Three global wars, a devastating and long-lasting depression, the rise of totalitarianism of the right and left, and a dozen genocides, bookended by Norman Angell’s The Great Illusion of 1910 which heralded the end of widespread warfare and Francis Fukuyama’s The End of History eight decades later, which declared that political democracy and the market economy had triumphed permanently.
So much for morality and ethics and so much for the prophecies of the pundits. World War I began four years after the great illusion and the end of history lasted a bit longer – until 9/11/2001 heralded the first great global conflict of the 21st Century. Fifteen years later it is still raging with no end in sight, and the vaunted Judeo-Christian and Greco-Roman values are under vicious attack everywhere.
Goldman and Mishra are just as right as Angell and Fukuyama were wrong. But they perhaps do not go far enough. Not only values but the very fabric of civilized society is under attack, an attack using the most advanced technologies. The concept of truth, for example, which not many years ago would have seemed unquestionable is now more and more relative. Facts are what various groups and individuals say they are, not what they are in fact (sorry, couldn’t resist). A flaming example is last year’s declaration by the United Nations Educational, Scientific and Cultural Organization (UNESCO) that the Jews never had anything to do with the Temple Mount in Jerusalem, which is the equivalent of declaring that the Roman Empire never existed and George Washington was a fictional character. This from an organization supposedly dedicated to education, science, and culture.

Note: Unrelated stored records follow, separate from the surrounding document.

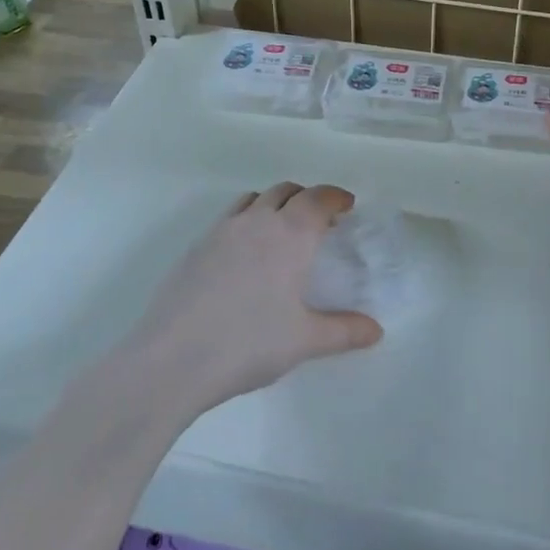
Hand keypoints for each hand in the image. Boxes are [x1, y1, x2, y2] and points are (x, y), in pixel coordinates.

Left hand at [128, 183, 382, 412]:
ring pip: (255, 198)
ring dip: (274, 204)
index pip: (319, 198)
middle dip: (307, 198)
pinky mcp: (197, 245)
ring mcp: (223, 229)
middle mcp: (258, 220)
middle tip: (320, 221)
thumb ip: (344, 331)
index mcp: (291, 234)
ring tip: (282, 230)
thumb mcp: (304, 341)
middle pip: (287, 190)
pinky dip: (247, 220)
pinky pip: (230, 217)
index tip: (347, 205)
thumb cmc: (248, 344)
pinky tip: (245, 255)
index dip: (336, 197)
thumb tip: (376, 330)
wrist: (173, 358)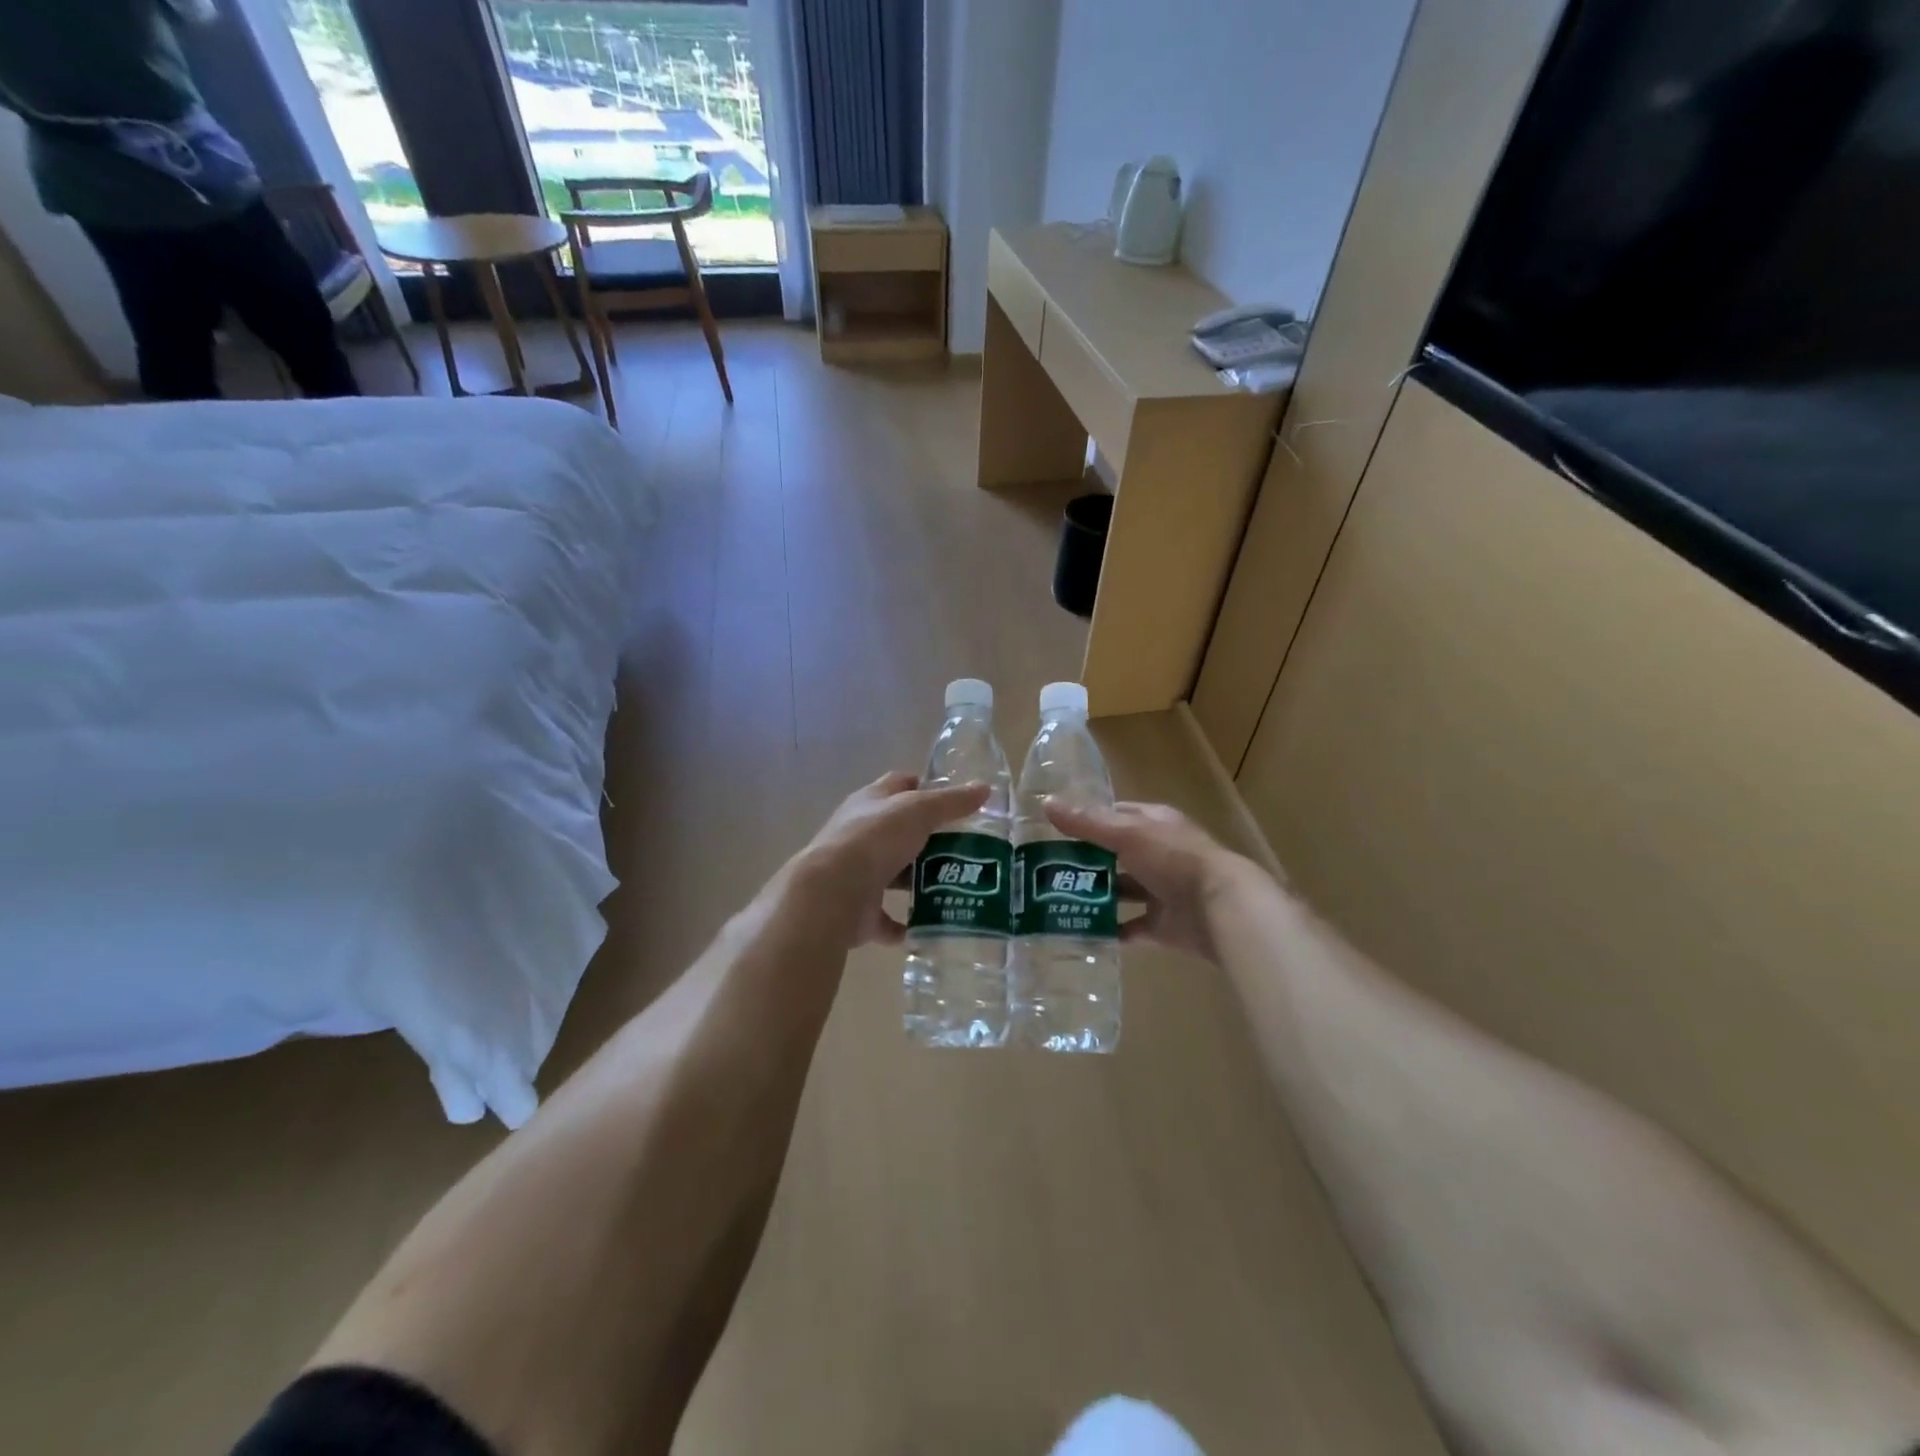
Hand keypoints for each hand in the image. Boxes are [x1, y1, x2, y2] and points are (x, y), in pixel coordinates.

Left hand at [797, 772, 991, 946]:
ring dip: (919, 882)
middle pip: (900, 833)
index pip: (899, 785)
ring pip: (894, 875)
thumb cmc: (875, 840)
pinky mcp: (858, 911)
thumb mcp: (919, 811)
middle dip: (929, 840)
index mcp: (871, 802)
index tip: (955, 801)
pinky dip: (907, 924)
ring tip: (958, 887)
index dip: (925, 788)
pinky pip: (887, 919)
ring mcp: (857, 874)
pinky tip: (932, 926)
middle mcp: (860, 835)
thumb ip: (952, 802)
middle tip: (967, 849)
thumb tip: (984, 788)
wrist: (832, 893)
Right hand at [1043, 800, 1252, 961]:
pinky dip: (1111, 930)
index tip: (1055, 829)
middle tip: (1047, 869)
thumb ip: (1087, 822)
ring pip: (1123, 890)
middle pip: (1116, 854)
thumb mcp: (1126, 834)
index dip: (1088, 820)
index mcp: (1155, 825)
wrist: (1220, 908)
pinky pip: (1131, 927)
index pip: (1116, 815)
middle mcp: (1159, 854)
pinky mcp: (1164, 924)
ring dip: (1097, 895)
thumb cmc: (1174, 859)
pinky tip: (1083, 931)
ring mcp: (1163, 890)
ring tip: (1057, 900)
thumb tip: (1046, 802)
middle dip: (1086, 861)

As the West declines, who is rising? The unholy trinity of Iran, Russia, and China, three states ranging from the totalitarian to the authoritarian; three countries run by kleptocratic elites hiding behind religious and secular dogmas. Two are already thoroughly nuclear equipped, and the third will be in a few short years – yes, facilitated by those pillars of Western values the US, France, Great Britain and Germany. The great writers of satire could not have done better.
So what now? Where is the leadership or potential leadership to confront the forces of the new dark ages? Donald Trump? Angela Merkel? Francois Hollande? Our hypothetical satirist must be smirking in the background. Unless the remnants of Western Civilization can find the resources and above all the will to successfully confront the contemporary religious and secular fascists within and without, darkness will indeed continue to descend.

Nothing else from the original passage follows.